# Eclipse - Maven - Tomcat



## fadh2010 (1. Feb 2010)

Tach zusammen,

ich bin ziemlich neu mit dem Umgang mit Maven und bin gerade dabei alles kennenzulernen. Eines versteh ich aber gar nicht:

Also ich hab mir ein Projekt mit maven archetypes spring-ws-archetype erstellt und dort nach einem Tutorial die nötigen Klassen für meinen Webservice erstellt. Danach habe ich versucht, mit maven die Dependencies aufzulösen was auch wunderbar geklappt hat. Nun geht aber was anderes nicht mehr:
Vor der Einbindung von maven konnte ich das Projekt ganz normal über eclipse Run on server auf meinem Tomcat starten. Jetzt findet er irgendwelche Dateien nicht. Die sind wahrscheinlich noch nicht kompiliert, also habe ich mit dem m2plugin einen Build gemacht. Er findet die Dateien trotzdem nicht. ClassNotFoundException

Gibt es eine Möglichkeit, bzw. wie konfiguriert man das, das maven das ganze baut und danach auf dem tomcat macht? sonst ist das ja alles total umständlich und ich lass es mit dem maven wieder.

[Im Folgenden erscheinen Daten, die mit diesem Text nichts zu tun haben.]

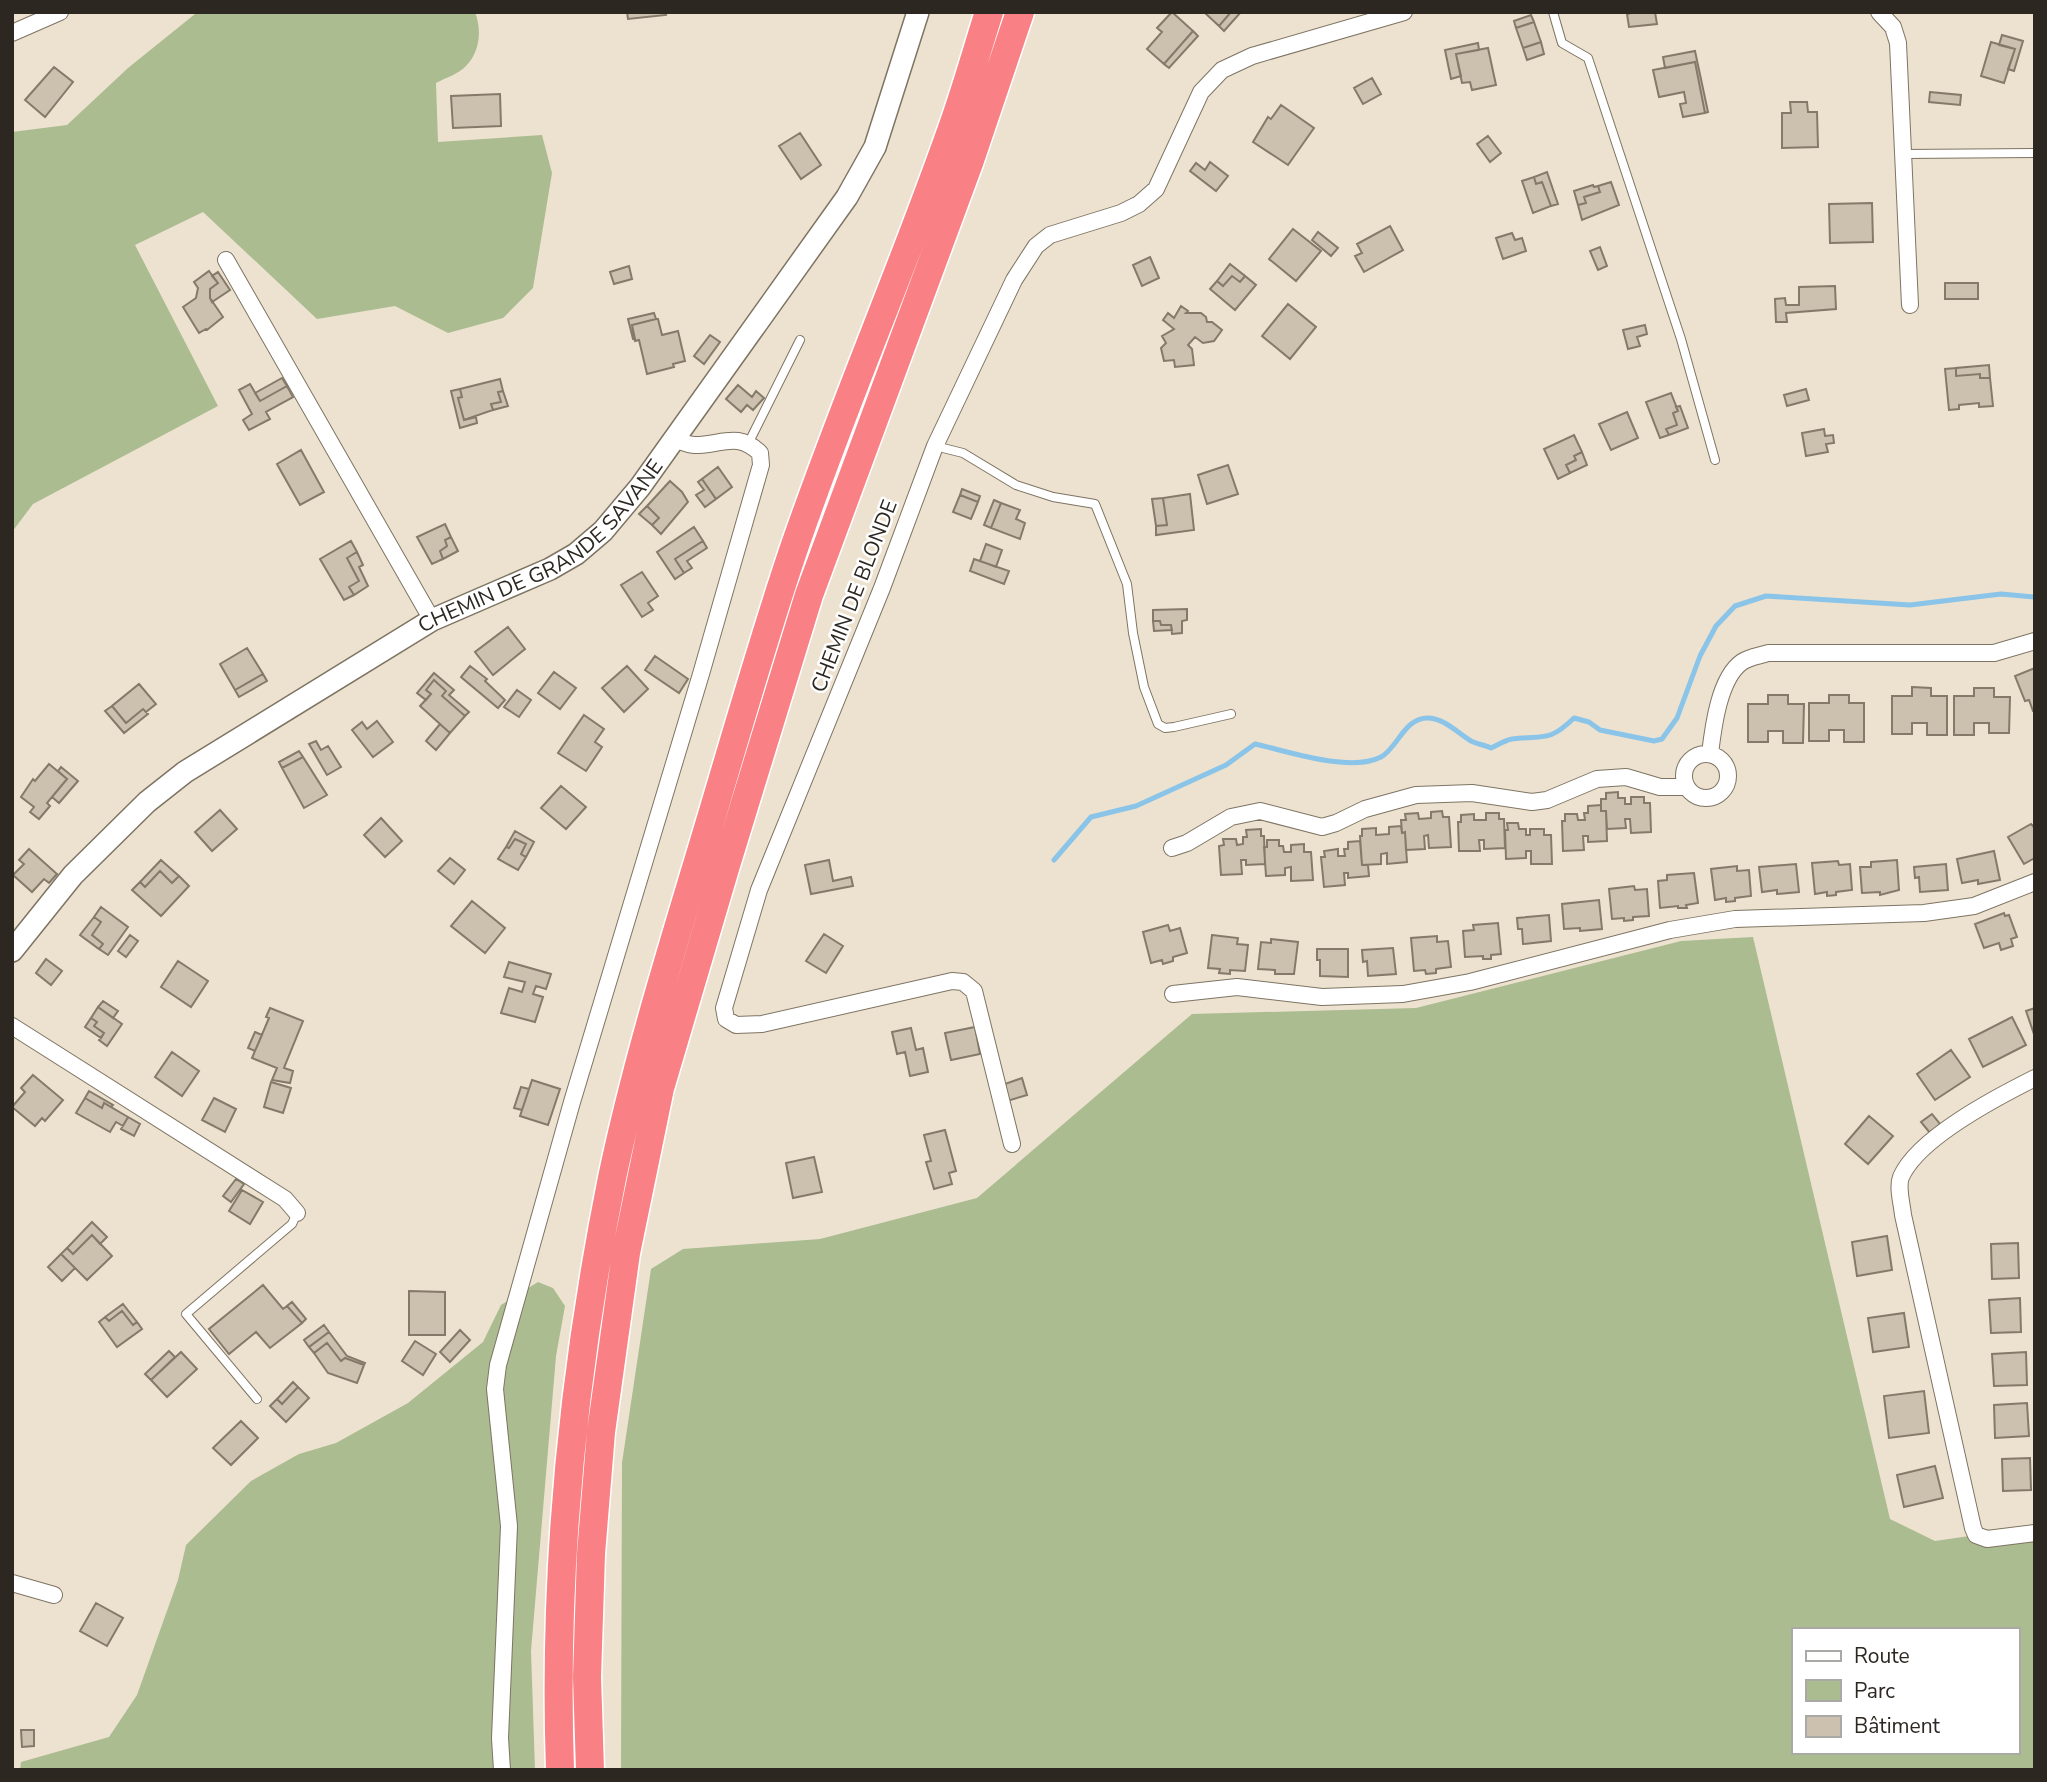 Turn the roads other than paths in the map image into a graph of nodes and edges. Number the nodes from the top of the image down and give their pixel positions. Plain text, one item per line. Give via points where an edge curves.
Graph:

Danke schonmal für eure Tipps und Hilfen

fadh


----------



## Geeeee (1. Feb 2010)

Also mit dem Embedded Tomcat würde ich es in Verbindung mit Maven nicht machen. Du hättest mit Maven afaik 2 Möglichkeiten:
1. Du nutzt das Tomcat Maven Plugin Tomcat Maven Plugin - Introduction, um das Deploy an einen "externen" Server zu geben.
oder
2. Du nutzt einen von Maven bereitgestellten ServletContainer. Ich mag in Verbindung mit Maven gerne Jetty nehmen. Natürlich kannst du da auch einen Tomcat verwenden.

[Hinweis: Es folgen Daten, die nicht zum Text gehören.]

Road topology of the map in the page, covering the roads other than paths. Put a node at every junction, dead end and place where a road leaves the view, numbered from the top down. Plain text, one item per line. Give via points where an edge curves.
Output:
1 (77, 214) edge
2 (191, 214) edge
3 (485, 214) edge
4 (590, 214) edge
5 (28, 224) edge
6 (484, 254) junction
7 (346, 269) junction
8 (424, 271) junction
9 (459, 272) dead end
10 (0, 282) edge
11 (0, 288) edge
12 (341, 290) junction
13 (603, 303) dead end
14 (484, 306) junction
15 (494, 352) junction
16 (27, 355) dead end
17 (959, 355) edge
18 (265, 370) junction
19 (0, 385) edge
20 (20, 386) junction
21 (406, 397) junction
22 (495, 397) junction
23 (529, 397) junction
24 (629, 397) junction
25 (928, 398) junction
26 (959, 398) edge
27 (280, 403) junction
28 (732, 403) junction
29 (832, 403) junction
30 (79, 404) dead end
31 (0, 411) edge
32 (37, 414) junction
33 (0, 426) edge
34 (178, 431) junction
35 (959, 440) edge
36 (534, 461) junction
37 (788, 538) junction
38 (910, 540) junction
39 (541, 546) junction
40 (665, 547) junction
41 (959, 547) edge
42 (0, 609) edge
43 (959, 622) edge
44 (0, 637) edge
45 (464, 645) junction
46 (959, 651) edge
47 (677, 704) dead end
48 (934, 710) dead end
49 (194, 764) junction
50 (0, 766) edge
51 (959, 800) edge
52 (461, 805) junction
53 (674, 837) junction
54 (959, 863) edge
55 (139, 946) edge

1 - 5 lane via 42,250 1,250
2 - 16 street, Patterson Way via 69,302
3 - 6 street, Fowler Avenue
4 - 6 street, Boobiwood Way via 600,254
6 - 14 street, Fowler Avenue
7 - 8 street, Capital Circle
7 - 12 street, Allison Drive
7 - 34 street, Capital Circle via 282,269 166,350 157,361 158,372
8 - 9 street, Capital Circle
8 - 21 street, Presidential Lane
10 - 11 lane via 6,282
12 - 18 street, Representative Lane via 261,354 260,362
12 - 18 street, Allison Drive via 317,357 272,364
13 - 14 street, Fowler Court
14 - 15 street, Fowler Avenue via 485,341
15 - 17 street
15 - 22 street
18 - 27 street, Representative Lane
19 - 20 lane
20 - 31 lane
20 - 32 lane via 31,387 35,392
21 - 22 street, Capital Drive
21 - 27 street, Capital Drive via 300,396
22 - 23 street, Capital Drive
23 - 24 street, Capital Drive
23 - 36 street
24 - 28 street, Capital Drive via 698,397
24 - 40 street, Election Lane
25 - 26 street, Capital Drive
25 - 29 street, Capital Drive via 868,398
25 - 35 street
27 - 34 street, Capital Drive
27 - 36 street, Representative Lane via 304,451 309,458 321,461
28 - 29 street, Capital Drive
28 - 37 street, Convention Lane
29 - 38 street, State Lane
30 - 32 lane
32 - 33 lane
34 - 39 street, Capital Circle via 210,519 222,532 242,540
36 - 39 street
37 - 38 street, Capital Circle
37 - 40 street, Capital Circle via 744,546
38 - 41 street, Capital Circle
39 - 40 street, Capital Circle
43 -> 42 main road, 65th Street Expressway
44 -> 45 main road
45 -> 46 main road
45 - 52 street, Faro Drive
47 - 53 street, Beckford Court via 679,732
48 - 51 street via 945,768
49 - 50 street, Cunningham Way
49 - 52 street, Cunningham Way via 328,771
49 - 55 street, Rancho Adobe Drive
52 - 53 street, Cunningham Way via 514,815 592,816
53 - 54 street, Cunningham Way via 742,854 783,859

Ich plädiere während der Entwicklung eigentlich zu Punkt 2, bin aber selber auch noch in der "Mavenlernphase"


----------



## kama (2. Feb 2010)

Hi,



fadh2010 hat gesagt.:


> Vor der Einbindung von maven konnte ich das Projekt ganz normal über eclipse Run on server auf meinem Tomcat starten. Jetzt findet er irgendwelche Dateien nicht. Die sind wahrscheinlich noch nicht kompiliert, also habe ich mit dem m2plugin einen Build gemacht. Er findet die Dateien trotzdem nicht. ClassNotFoundException


Tja da wäre es einmal hilfreich wenn Du mal genau zeigen würdest welche sachen denn fehlen, vielleicht kann man dann helfen...

MfG
Karl Heinz Marbaise


----------



## fadh (3. Feb 2010)

sodele, 

also ich hab mir jetzt tomcat runtergeladen und installiert (ubuntu). Den Tomcat manager entsprechend den Anweisungen vom Maven plugin konfiguriert. Zudem hab ich maven extern installiert. 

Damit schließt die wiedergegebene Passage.